### Supplied material

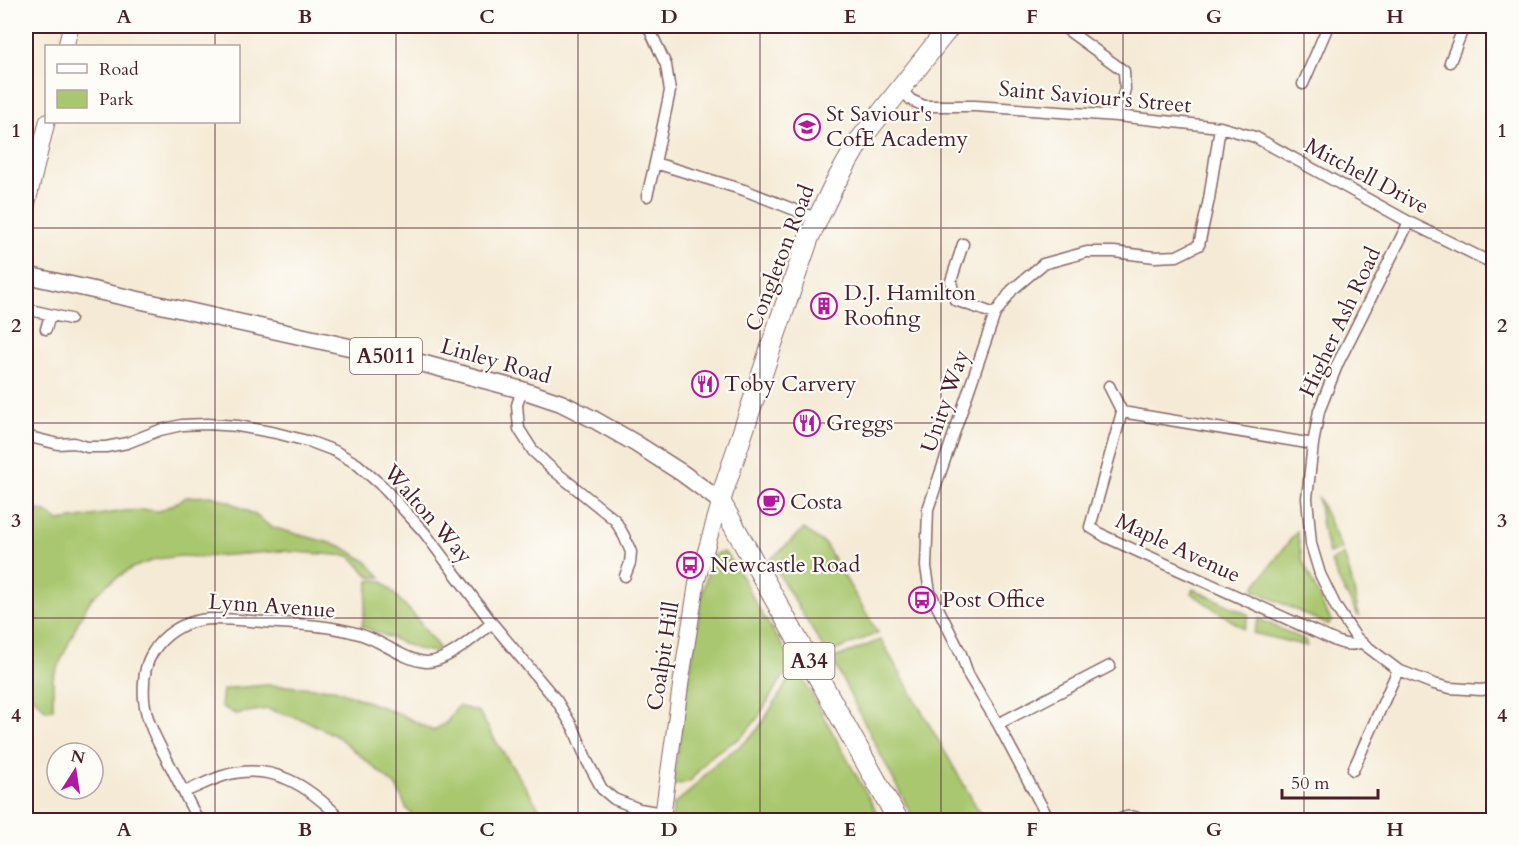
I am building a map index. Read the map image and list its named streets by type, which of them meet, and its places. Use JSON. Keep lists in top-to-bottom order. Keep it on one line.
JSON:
{"streets":{"highway":["Congleton Road","A34"],"main road":["A5011","Linley Road"],"street":["Saint Saviour's Street","Mitchell Drive","Higher Ash Road","Unity Way","Walton Way","Maple Avenue","Lynn Avenue","Coalpit Hill"]},"crossings":[["Saint Saviour's Street","Mitchell Drive"],["Saint Saviour's Street","Congleton Road"],["Saint Saviour's Street","Unity Way"],["Mitchell Drive","Higher Ash Road"],["Mitchell Drive","Unity Way"],["Congleton Road","Linley Road"],["Congleton Road","Coalpit Hill"],["Congleton Road","A34"],["Higher Ash Road","Maple Avenue"],["Linley Road","Coalpit Hill"],["Linley Road","A34"],["Walton Way","Lynn Avenue"],["Walton Way","Coalpit Hill"],["Coalpit Hill","A34"]],"places":{"school or university":["St Saviour's CofE Academy"],"building":["D.J. Hamilton Roofing"],"restaurant":["Toby Carvery","Greggs"],"cafe":["Costa"],"bus stop":["Newcastle Road","Post Office"]},"legend":["Road","Park"],"scale_bar":"50 m","north":"top","grid":{"columns":["A","B","C","D","E","F","G","H"],"rows":["1","2","3","4"]}}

######

[Exercise]:
Omit the pictures, then copy out all the data exactly as it stands.

[The answer]:
I am building a map index. Read the map image and list its named streets by type, which of them meet, and its places. Use JSON. Keep lists in top-to-bottom order. Keep it on one line.
JSON:
{"streets":{"highway":["Congleton Road","A34"],"main road":["A5011","Linley Road"],"street":["Saint Saviour's Street","Mitchell Drive","Higher Ash Road","Unity Way","Walton Way","Maple Avenue","Lynn Avenue","Coalpit Hill"]},"crossings":[["Saint Saviour's Street","Mitchell Drive"],["Saint Saviour's Street","Congleton Road"],["Saint Saviour's Street","Unity Way"],["Mitchell Drive","Higher Ash Road"],["Mitchell Drive","Unity Way"],["Congleton Road","Linley Road"],["Congleton Road","Coalpit Hill"],["Congleton Road","A34"],["Higher Ash Road","Maple Avenue"],["Linley Road","Coalpit Hill"],["Linley Road","A34"],["Walton Way","Lynn Avenue"],["Walton Way","Coalpit Hill"],["Coalpit Hill","A34"]],"places":{"school or university":["St Saviour's CofE Academy"],"building":["D.J. Hamilton Roofing"],"restaurant":["Toby Carvery","Greggs"],"cafe":["Costa"],"bus stop":["Newcastle Road","Post Office"]},"legend":["Road","Park"],"scale_bar":"50 m","north":"top","grid":{"columns":["A","B","C","D","E","F","G","H"],"rows":["1","2","3","4"]}}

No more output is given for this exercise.